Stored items
== Segment start ==
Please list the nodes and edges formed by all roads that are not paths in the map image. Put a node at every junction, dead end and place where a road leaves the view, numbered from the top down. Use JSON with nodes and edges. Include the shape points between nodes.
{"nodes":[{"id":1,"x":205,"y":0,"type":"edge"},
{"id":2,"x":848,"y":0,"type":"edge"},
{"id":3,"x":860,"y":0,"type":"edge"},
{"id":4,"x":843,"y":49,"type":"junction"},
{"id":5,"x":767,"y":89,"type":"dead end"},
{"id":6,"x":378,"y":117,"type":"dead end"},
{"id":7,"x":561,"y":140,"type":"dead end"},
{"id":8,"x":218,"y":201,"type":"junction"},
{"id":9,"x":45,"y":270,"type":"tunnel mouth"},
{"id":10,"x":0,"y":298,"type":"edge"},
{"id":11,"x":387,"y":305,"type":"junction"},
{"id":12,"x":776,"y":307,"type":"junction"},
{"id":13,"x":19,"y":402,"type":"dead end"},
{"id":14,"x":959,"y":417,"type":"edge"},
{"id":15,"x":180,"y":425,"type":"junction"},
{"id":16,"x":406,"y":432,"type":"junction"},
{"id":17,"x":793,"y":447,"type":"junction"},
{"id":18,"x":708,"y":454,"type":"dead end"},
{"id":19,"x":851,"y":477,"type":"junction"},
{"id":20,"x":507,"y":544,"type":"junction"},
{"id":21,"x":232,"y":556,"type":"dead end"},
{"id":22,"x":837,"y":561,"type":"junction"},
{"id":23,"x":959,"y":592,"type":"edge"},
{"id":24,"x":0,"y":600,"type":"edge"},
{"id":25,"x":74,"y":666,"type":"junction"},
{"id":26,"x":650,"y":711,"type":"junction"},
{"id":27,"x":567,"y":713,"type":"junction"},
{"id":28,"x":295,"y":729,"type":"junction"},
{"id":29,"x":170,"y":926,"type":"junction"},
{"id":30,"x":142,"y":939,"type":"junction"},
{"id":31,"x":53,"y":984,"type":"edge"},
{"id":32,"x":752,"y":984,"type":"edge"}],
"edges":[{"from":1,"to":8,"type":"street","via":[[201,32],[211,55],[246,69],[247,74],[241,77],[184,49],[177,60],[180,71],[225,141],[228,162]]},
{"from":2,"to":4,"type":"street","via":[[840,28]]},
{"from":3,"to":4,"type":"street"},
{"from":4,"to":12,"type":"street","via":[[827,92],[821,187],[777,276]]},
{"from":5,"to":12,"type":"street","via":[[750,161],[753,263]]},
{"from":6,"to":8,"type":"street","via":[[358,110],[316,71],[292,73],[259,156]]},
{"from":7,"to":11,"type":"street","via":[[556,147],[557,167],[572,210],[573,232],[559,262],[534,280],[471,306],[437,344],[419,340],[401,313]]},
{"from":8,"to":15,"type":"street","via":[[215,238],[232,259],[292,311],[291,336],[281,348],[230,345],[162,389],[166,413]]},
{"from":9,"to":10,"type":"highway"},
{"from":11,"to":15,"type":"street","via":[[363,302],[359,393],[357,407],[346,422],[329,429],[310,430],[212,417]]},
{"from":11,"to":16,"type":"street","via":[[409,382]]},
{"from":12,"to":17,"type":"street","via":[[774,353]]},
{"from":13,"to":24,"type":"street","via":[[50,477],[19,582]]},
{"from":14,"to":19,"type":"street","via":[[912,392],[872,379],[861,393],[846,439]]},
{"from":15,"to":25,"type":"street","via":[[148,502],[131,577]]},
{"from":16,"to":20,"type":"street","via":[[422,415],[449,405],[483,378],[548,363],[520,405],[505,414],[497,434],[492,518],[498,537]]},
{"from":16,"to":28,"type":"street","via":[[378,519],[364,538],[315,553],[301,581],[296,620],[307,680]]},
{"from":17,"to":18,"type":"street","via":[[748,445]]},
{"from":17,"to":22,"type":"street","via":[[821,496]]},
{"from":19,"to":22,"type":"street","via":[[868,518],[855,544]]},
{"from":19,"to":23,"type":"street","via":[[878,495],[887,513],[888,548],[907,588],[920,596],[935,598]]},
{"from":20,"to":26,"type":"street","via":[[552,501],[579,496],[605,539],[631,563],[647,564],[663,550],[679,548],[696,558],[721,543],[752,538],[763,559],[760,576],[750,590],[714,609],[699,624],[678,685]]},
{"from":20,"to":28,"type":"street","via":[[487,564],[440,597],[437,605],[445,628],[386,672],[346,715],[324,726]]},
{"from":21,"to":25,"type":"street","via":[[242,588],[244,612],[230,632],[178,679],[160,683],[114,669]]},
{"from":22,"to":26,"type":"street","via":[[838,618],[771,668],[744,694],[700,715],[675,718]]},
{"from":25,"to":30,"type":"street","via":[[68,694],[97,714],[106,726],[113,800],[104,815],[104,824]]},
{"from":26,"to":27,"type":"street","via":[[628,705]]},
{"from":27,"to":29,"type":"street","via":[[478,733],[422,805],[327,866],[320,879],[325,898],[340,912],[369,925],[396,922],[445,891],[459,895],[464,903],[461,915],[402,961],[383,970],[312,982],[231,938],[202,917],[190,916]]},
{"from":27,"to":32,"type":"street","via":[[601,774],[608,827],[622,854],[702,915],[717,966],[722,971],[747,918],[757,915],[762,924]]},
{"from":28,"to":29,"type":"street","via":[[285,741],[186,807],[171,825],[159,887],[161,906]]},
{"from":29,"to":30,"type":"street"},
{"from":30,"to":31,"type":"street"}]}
== Segment end ==
◆ **Exercise**
Go through the entries above and reproduce each one exactly.

◆ **Solution to the problem**
Please list the nodes and edges formed by all roads that are not paths in the map image. Put a node at every junction, dead end and place where a road leaves the view, numbered from the top down. Use JSON with nodes and edges. Include the shape points between nodes.
{"nodes":[{"id":1,"x":205,"y":0,"type":"edge"},
{"id":2,"x":848,"y":0,"type":"edge"},
{"id":3,"x":860,"y":0,"type":"edge"},
{"id":4,"x":843,"y":49,"type":"junction"},
{"id":5,"x":767,"y":89,"type":"dead end"},
{"id":6,"x":378,"y":117,"type":"dead end"},
{"id":7,"x":561,"y":140,"type":"dead end"},
{"id":8,"x":218,"y":201,"type":"junction"},
{"id":9,"x":45,"y":270,"type":"tunnel mouth"},
{"id":10,"x":0,"y":298,"type":"edge"},
{"id":11,"x":387,"y":305,"type":"junction"},
{"id":12,"x":776,"y":307,"type":"junction"},
{"id":13,"x":19,"y":402,"type":"dead end"},
{"id":14,"x":959,"y":417,"type":"edge"},
{"id":15,"x":180,"y":425,"type":"junction"},
{"id":16,"x":406,"y":432,"type":"junction"},
{"id":17,"x":793,"y":447,"type":"junction"},
{"id":18,"x":708,"y":454,"type":"dead end"},
{"id":19,"x":851,"y":477,"type":"junction"},
{"id":20,"x":507,"y":544,"type":"junction"},
{"id":21,"x":232,"y":556,"type":"dead end"},
{"id":22,"x":837,"y":561,"type":"junction"},
{"id":23,"x":959,"y":592,"type":"edge"},
{"id":24,"x":0,"y":600,"type":"edge"},
{"id":25,"x":74,"y":666,"type":"junction"},
{"id":26,"x":650,"y":711,"type":"junction"},
{"id":27,"x":567,"y":713,"type":"junction"},
{"id":28,"x":295,"y":729,"type":"junction"},
{"id":29,"x":170,"y":926,"type":"junction"},
{"id":30,"x":142,"y":939,"type":"junction"},
{"id":31,"x":53,"y":984,"type":"edge"},
{"id":32,"x":752,"y":984,"type":"edge"}],
"edges":[{"from":1,"to":8,"type":"street","via":[[201,32],[211,55],[246,69],[247,74],[241,77],[184,49],[177,60],[180,71],[225,141],[228,162]]},
{"from":2,"to":4,"type":"street","via":[[840,28]]},
{"from":3,"to":4,"type":"street"},
{"from":4,"to":12,"type":"street","via":[[827,92],[821,187],[777,276]]},
{"from":5,"to":12,"type":"street","via":[[750,161],[753,263]]},
{"from":6,"to":8,"type":"street","via":[[358,110],[316,71],[292,73],[259,156]]},
{"from":7,"to":11,"type":"street","via":[[556,147],[557,167],[572,210],[573,232],[559,262],[534,280],[471,306],[437,344],[419,340],[401,313]]},
{"from":8,"to":15,"type":"street","via":[[215,238],[232,259],[292,311],[291,336],[281,348],[230,345],[162,389],[166,413]]},
{"from":9,"to":10,"type":"highway"},
{"from":11,"to":15,"type":"street","via":[[363,302],[359,393],[357,407],[346,422],[329,429],[310,430],[212,417]]},
{"from":11,"to":16,"type":"street","via":[[409,382]]},
{"from":12,"to":17,"type":"street","via":[[774,353]]},
{"from":13,"to":24,"type":"street","via":[[50,477],[19,582]]},
{"from":14,"to":19,"type":"street","via":[[912,392],[872,379],[861,393],[846,439]]},
{"from":15,"to":25,"type":"street","via":[[148,502],[131,577]]},
{"from":16,"to":20,"type":"street","via":[[422,415],[449,405],[483,378],[548,363],[520,405],[505,414],[497,434],[492,518],[498,537]]},
{"from":16,"to":28,"type":"street","via":[[378,519],[364,538],[315,553],[301,581],[296,620],[307,680]]},
{"from":17,"to":18,"type":"street","via":[[748,445]]},
{"from":17,"to":22,"type":"street","via":[[821,496]]},
{"from":19,"to":22,"type":"street","via":[[868,518],[855,544]]},
{"from":19,"to":23,"type":"street","via":[[878,495],[887,513],[888,548],[907,588],[920,596],[935,598]]},
{"from":20,"to":26,"type":"street","via":[[552,501],[579,496],[605,539],[631,563],[647,564],[663,550],[679,548],[696,558],[721,543],[752,538],[763,559],[760,576],[750,590],[714,609],[699,624],[678,685]]},
{"from":20,"to":28,"type":"street","via":[[487,564],[440,597],[437,605],[445,628],[386,672],[346,715],[324,726]]},
{"from":21,"to":25,"type":"street","via":[[242,588],[244,612],[230,632],[178,679],[160,683],[114,669]]},
{"from":22,"to":26,"type":"street","via":[[838,618],[771,668],[744,694],[700,715],[675,718]]},
{"from":25,"to":30,"type":"street","via":[[68,694],[97,714],[106,726],[113,800],[104,815],[104,824]]},
{"from":26,"to":27,"type":"street","via":[[628,705]]},
{"from":27,"to":29,"type":"street","via":[[478,733],[422,805],[327,866],[320,879],[325,898],[340,912],[369,925],[396,922],[445,891],[459,895],[464,903],[461,915],[402,961],[383,970],[312,982],[231,938],[202,917],[190,916]]},
{"from":27,"to":32,"type":"street","via":[[601,774],[608,827],[622,854],[702,915],[717,966],[722,971],[747,918],[757,915],[762,924]]},
{"from":28,"to":29,"type":"street","via":[[285,741],[186,807],[171,825],[159,887],[161,906]]},
{"from":29,"to":30,"type":"street"},
{"from":30,"to":31,"type":"street"}]}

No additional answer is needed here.